▶ [Exercise description]:
When you print the records, keep every line identical to the original.

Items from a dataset
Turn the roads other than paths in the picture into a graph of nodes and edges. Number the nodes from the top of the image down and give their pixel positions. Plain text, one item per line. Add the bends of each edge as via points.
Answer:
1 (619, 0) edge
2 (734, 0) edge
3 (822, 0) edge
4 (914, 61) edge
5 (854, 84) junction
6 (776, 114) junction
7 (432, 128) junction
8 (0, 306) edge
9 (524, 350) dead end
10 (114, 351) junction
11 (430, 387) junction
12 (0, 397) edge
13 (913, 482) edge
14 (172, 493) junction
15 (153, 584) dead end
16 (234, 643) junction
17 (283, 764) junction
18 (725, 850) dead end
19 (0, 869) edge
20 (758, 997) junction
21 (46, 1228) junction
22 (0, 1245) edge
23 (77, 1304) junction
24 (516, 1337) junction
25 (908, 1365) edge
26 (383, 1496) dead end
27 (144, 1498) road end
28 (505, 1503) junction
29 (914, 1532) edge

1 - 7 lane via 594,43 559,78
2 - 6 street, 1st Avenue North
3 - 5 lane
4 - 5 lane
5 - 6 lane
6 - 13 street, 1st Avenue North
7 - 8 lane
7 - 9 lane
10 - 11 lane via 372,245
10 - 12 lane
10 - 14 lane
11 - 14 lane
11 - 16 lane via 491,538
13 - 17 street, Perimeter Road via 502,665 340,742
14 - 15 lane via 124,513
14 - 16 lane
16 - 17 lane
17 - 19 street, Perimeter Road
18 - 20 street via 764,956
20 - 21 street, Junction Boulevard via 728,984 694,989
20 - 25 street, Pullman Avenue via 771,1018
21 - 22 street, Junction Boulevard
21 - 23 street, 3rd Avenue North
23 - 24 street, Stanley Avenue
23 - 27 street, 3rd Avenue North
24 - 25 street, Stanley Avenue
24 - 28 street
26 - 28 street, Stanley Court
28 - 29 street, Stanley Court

▶ [Exercise solution]:
Turn the roads other than paths in the picture into a graph of nodes and edges. Number the nodes from the top of the image down and give their pixel positions. Plain text, one item per line. Add the bends of each edge as via points.
Answer:
1 (619, 0) edge
2 (734, 0) edge
3 (822, 0) edge
4 (914, 61) edge
5 (854, 84) junction
6 (776, 114) junction
7 (432, 128) junction
8 (0, 306) edge
9 (524, 350) dead end
10 (114, 351) junction
11 (430, 387) junction
12 (0, 397) edge
13 (913, 482) edge
14 (172, 493) junction
15 (153, 584) dead end
16 (234, 643) junction
17 (283, 764) junction
18 (725, 850) dead end
19 (0, 869) edge
20 (758, 997) junction
21 (46, 1228) junction
22 (0, 1245) edge
23 (77, 1304) junction
24 (516, 1337) junction
25 (908, 1365) edge
26 (383, 1496) dead end
27 (144, 1498) road end
28 (505, 1503) junction
29 (914, 1532) edge

1 - 7 lane via 594,43 559,78
2 - 6 street, 1st Avenue North
3 - 5 lane
4 - 5 lane
5 - 6 lane
6 - 13 street, 1st Avenue North
7 - 8 lane
7 - 9 lane
10 - 11 lane via 372,245
10 - 12 lane
10 - 14 lane
11 - 14 lane
11 - 16 lane via 491,538
13 - 17 street, Perimeter Road via 502,665 340,742
14 - 15 lane via 124,513
14 - 16 lane
16 - 17 lane
17 - 19 street, Perimeter Road
18 - 20 street via 764,956
20 - 21 street, Junction Boulevard via 728,984 694,989
20 - 25 street, Pullman Avenue via 771,1018
21 - 22 street, Junction Boulevard
21 - 23 street, 3rd Avenue North
23 - 24 street, Stanley Avenue
23 - 27 street, 3rd Avenue North
24 - 25 street, Stanley Avenue
24 - 28 street
26 - 28 street, Stanley Court
28 - 29 street, Stanley Court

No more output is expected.